Ama ne yazık ki; mesele bu kadar basit değil. Şehrimizde yaşanan son olayla birlikte, bir kez daha açığa çıkan bu ihmaller silsilesi artık kabul edilebilir bir durum da değil.

Düpedüz “taksirle adam öldürme” sayılabilecek bir durum var karşımızda ve bırakın hesap sormayı adam akıllı bir açıklama bile yapılmış değil henüz. Henüz hiçbir yetkili arayıp aileye başsağlığı bile dilememiş.

Elif ve Ferhat’ın suda çırpınırken parçalanan parmakları şahid olsun ki; bu yaşananların hesabı, hesap soranların en hayırlısı olan ALLAH tarafından sorulacaktır. Ancak bu dünyada hesap sormak ve adaleti tesis etmek de millet tarafından kendisine bu görev verilen mercilerin işidir.

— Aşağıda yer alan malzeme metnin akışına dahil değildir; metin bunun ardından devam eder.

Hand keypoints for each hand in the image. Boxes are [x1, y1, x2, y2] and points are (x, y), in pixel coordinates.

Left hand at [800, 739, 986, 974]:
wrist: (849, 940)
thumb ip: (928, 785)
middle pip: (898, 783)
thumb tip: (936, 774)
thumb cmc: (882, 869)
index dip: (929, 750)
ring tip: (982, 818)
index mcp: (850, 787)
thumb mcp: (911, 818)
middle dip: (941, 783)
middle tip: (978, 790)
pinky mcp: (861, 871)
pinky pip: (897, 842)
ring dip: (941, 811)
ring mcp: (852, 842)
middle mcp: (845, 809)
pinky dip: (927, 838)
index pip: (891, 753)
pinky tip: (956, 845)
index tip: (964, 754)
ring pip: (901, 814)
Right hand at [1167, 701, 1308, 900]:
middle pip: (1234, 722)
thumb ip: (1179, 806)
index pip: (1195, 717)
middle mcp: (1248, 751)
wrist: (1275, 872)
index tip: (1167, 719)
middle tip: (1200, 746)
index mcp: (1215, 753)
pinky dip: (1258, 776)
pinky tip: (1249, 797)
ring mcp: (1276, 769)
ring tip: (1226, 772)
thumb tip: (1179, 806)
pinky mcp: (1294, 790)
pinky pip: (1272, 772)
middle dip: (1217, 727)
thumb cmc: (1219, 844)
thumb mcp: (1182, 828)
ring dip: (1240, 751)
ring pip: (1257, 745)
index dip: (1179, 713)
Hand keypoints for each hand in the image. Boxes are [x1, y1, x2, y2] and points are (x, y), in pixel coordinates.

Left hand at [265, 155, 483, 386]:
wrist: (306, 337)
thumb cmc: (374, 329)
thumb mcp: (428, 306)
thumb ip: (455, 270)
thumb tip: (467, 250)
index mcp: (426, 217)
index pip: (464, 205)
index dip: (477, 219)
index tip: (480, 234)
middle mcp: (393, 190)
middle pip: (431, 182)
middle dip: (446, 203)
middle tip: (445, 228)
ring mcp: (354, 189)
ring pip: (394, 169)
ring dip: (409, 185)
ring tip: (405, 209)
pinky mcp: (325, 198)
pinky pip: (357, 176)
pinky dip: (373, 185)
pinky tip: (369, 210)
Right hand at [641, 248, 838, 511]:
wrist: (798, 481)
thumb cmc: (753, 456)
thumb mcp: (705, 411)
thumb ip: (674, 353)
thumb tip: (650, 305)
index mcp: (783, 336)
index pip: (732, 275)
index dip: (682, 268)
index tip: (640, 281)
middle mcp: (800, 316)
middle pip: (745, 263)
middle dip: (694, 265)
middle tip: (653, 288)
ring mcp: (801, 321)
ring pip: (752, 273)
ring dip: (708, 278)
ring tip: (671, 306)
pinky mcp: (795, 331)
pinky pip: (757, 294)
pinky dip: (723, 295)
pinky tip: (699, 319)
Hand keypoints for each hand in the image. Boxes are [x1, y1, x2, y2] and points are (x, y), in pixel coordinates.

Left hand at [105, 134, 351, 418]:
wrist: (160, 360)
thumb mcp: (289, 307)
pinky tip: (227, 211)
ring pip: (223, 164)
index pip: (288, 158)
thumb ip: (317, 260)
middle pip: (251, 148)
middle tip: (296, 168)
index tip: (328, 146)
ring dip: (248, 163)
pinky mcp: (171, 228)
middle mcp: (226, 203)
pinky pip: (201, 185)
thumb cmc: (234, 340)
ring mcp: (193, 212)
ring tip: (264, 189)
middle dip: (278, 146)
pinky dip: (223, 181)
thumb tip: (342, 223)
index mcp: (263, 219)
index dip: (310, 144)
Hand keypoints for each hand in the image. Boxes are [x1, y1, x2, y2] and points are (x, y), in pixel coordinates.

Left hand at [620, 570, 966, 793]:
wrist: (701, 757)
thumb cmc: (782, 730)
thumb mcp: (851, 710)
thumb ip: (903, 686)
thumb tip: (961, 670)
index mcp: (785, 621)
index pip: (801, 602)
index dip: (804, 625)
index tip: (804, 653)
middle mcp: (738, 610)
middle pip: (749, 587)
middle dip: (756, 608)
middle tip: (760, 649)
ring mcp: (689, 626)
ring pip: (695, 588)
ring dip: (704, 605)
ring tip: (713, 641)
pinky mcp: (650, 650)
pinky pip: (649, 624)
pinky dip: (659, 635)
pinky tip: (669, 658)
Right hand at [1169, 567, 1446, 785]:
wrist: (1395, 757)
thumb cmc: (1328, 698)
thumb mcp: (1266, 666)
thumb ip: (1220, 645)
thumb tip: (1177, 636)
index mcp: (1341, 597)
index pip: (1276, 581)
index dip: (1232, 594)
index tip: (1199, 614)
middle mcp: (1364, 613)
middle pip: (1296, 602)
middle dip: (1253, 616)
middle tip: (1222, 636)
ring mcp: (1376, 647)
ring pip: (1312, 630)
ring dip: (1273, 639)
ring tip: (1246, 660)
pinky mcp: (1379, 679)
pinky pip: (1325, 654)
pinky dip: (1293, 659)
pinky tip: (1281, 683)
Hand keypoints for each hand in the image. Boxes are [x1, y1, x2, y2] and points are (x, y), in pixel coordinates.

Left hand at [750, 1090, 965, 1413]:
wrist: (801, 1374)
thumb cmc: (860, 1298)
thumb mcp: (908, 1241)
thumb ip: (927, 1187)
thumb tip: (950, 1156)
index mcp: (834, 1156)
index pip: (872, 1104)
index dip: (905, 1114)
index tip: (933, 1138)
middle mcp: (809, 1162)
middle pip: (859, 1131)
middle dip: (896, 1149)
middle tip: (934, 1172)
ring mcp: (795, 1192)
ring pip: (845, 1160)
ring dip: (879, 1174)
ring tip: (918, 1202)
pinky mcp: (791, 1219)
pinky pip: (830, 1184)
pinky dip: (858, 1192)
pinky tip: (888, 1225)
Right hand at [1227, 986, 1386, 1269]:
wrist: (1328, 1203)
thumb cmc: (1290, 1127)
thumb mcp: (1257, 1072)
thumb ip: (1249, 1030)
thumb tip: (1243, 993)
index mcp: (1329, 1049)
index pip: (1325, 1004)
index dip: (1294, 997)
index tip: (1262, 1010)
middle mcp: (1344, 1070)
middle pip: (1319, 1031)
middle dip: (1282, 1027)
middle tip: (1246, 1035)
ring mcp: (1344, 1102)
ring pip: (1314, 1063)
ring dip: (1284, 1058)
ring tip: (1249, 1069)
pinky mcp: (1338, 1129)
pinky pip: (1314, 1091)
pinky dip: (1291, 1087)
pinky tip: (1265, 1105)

Eğer gerçek anlamda bir adaletten bahsedilmesi ve insanların bu adalete inanıp güvenmesi isteniyorsa mutlaka bu olayla ilgili sorumlular- ucu nereye dokunursa dokunsun- hesaba çekilmelidir. Bunu yapmayan bir adalet sistemi, bu cinayete taraftır.

Selam ve dua ile…

Ey iman edenler! Adaleti titizlikle ayakta tutan, kendini, ana-babanız ve akrabanız aleyhinde de olsa Allah için şahitlik eden kimseler olun. (Haklarında şahitlik ettikleriniz) zengin olsunlar, fakir olsunlar Allah onlara (sizden) daha yakındır. Hislerinize uyup adaletten sapmayın, (şahitliği) eğer, büker (doğru şahitlik etmez), yahut şâhidlik etmekten kaçınırsanız (biliniz ki) Allah yaptıklarınızdan haberdardır. (Nisa-135)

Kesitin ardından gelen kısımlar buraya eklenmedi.